Adviser misused $8 million in client funds: SEC

Settlement requires him to pay more than $500,000

Jul 17, 2014 @ 3:00 pm

By Bruce Kelly

Adviser, broker, fraud, SEC
+ Zoom

An investment adviser in Seattle fraudulently misused more than $8 million of client assets to make loans to himself, buy a luxury vacation home and refinance a vintage automobile, according to the Securities and Exchange Commission.

According to an SEC administrative proceeding released on Thursday, the SEC's investigation found that Dennis H. Daugs Jr. and his firm, Lakeside Capital Management, borrowed $3.1 million from a client without obtaining her consent.

Mr. Daugs also improperly directed an investment fund managed by the firm to make more than $4.5 million in loans and investments to facilitate personal real estate deals as well as fend off claims from unhappy Lakeside Capital clients, according to the SEC. Mr. Daugs diverted more than $500,000 from the fund to pay a settlement with the disgruntled clients.

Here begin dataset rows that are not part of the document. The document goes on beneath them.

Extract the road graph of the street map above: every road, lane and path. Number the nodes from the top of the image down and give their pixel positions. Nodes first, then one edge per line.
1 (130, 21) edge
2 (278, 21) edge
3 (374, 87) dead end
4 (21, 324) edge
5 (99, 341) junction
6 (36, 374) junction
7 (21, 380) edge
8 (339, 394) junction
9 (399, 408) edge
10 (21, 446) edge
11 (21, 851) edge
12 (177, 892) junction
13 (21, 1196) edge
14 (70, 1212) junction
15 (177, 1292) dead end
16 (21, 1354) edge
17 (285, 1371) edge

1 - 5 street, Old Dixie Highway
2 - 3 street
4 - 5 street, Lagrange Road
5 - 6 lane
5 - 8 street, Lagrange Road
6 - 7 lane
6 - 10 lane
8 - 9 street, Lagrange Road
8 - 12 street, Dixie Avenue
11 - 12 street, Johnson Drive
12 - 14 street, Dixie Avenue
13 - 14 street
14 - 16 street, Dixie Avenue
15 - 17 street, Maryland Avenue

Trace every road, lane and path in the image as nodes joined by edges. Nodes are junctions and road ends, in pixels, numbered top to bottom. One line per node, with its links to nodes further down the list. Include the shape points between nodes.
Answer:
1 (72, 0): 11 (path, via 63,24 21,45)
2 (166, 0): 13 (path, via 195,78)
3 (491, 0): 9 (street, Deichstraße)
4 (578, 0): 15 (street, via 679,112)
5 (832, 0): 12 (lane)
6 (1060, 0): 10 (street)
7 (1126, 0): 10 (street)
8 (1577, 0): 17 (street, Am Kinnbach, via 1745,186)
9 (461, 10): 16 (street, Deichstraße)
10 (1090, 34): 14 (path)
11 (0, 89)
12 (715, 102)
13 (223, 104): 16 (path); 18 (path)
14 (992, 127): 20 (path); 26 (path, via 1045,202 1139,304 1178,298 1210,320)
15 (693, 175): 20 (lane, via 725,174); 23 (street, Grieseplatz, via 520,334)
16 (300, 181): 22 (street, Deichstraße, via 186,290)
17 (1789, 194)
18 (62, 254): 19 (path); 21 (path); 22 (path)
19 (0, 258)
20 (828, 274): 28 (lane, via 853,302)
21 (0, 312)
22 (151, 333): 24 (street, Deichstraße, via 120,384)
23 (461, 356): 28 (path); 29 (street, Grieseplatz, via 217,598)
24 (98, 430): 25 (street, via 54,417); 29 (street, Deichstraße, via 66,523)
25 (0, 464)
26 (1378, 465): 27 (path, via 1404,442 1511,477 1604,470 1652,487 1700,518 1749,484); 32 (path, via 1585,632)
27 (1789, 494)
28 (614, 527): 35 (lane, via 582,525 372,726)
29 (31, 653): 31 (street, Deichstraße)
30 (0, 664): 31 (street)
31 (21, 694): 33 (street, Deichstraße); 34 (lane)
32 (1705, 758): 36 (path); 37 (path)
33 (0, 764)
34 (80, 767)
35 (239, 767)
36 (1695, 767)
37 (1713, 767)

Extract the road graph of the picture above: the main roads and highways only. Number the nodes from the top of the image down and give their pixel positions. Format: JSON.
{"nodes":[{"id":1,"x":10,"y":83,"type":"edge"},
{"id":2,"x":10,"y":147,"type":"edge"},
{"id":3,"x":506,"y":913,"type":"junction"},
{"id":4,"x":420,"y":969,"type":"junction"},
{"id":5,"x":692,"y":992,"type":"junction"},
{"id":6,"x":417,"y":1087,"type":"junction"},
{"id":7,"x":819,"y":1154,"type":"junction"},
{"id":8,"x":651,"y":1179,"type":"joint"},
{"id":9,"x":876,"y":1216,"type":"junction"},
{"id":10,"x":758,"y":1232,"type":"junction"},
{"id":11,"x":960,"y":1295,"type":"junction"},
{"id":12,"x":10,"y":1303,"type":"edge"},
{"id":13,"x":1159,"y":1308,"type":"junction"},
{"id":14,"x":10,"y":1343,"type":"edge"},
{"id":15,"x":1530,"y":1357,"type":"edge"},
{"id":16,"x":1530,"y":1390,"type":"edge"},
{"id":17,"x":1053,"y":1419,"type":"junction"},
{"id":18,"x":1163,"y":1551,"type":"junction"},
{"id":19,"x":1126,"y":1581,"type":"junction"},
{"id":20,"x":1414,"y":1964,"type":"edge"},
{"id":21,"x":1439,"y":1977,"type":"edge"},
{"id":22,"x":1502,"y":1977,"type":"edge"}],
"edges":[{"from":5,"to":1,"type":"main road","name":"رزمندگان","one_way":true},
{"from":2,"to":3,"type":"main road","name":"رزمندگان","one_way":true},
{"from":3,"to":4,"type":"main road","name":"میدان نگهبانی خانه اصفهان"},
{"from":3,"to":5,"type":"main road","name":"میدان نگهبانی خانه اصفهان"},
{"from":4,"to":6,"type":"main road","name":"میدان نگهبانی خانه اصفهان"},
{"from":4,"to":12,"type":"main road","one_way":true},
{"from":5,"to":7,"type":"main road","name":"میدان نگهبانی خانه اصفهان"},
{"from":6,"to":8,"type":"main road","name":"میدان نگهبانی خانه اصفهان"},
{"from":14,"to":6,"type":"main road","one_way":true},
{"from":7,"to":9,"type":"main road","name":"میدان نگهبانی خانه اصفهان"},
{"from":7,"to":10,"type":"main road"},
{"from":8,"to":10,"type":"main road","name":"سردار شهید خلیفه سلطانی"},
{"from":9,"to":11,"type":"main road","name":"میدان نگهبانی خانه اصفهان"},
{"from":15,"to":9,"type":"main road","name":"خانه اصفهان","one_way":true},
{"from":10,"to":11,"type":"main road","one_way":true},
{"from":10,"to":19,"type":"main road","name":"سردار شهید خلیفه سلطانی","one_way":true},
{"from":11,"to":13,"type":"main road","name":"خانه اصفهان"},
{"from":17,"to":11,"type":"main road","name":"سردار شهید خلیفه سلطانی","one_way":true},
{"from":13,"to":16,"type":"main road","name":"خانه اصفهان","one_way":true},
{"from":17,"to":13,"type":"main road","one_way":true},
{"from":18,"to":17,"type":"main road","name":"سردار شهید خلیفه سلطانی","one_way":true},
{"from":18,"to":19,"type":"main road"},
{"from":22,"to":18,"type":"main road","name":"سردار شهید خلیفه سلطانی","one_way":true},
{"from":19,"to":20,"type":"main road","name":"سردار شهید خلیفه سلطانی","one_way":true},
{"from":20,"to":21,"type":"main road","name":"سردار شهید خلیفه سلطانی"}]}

Mr. Daugs did not return calls to his office on Thursday afternoon.

Lakeside Capital, which had $124 million in assets, and Mr. Daugs, who eventually paid back the diverted funds and personal loans, agreed to settle the SEC's charges and pay more than $340,000 in disgorgement and interest to the client and investment funds. That amount represented the gains Mr. Daugs retained after he paid back the loans, according to the SEC.

He and his firm also agreed to pay a $250,000 penalty and Mr. Daugs will be barred from the securities industry for at least five years. An independent monitor will oversee Lakeside Capital winding down its operations.